**WHAT YOU ARE ASKED TO DO**
Copy out each line below in which the string "Corsaires" appears.

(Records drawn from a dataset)
┄┄┄┄┄┄

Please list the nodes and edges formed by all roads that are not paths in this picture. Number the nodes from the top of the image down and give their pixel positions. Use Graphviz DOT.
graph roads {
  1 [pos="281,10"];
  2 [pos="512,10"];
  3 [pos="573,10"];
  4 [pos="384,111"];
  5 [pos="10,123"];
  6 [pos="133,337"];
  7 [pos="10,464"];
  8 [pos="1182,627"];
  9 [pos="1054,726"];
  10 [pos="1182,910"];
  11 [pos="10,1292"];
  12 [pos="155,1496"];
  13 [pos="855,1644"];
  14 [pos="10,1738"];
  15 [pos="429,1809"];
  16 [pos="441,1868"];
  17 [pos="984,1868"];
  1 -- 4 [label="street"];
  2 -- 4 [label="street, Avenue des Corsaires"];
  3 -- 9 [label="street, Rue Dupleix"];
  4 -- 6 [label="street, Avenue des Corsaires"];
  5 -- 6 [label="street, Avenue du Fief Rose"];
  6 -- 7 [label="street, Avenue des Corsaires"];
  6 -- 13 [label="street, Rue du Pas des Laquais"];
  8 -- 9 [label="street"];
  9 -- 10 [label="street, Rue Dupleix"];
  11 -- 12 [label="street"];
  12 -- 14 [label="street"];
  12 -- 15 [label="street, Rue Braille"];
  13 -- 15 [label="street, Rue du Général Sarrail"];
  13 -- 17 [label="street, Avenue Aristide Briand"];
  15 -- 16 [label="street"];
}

┄┄┄┄┄┄

**EXERCISE OUTPUT**
  2 -- 4 [label="street, Avenue des Corsaires"];
  4 -- 6 [label="street, Avenue des Corsaires"];
  6 -- 7 [label="street, Avenue des Corsaires"];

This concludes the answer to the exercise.